● AIM OF THE EXERCISE
Write the number of lines in the material below that contain "street", with no other words.

● TASK INPUT
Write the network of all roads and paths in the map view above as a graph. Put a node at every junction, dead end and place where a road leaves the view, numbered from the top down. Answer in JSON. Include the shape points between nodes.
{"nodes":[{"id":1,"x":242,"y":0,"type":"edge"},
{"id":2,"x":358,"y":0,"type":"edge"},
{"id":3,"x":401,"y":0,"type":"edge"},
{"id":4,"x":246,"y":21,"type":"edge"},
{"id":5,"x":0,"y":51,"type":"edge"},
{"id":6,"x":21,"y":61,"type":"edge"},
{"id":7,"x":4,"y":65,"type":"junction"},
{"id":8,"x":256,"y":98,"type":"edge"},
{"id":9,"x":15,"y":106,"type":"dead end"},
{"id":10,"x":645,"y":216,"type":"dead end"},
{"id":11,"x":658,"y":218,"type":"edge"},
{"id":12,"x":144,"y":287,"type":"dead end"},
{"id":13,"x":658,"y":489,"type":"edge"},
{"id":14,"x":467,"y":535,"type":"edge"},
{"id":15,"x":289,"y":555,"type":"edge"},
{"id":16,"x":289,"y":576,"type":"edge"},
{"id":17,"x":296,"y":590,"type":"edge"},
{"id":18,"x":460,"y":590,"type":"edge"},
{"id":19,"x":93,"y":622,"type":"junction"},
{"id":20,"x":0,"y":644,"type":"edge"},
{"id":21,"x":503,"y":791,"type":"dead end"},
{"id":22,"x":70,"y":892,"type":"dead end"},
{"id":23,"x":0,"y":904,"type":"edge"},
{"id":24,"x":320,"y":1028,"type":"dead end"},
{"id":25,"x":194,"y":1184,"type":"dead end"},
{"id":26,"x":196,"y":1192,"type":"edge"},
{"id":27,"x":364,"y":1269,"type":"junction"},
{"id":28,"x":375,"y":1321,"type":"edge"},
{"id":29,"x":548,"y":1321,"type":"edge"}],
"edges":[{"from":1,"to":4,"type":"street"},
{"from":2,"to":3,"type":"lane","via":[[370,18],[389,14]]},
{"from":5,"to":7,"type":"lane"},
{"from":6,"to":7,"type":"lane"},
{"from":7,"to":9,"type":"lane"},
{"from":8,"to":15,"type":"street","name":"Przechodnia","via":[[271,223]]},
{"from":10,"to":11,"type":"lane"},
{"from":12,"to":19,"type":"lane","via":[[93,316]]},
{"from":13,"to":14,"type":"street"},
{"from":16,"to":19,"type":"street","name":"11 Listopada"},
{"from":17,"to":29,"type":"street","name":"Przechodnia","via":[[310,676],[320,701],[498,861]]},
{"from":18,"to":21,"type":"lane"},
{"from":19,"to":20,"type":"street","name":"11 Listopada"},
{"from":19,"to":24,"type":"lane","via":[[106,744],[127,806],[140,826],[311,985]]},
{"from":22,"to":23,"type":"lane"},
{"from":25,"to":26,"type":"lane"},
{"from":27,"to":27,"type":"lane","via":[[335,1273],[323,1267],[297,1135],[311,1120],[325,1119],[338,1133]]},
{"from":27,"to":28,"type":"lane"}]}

● EXERCISE SOLUTION
6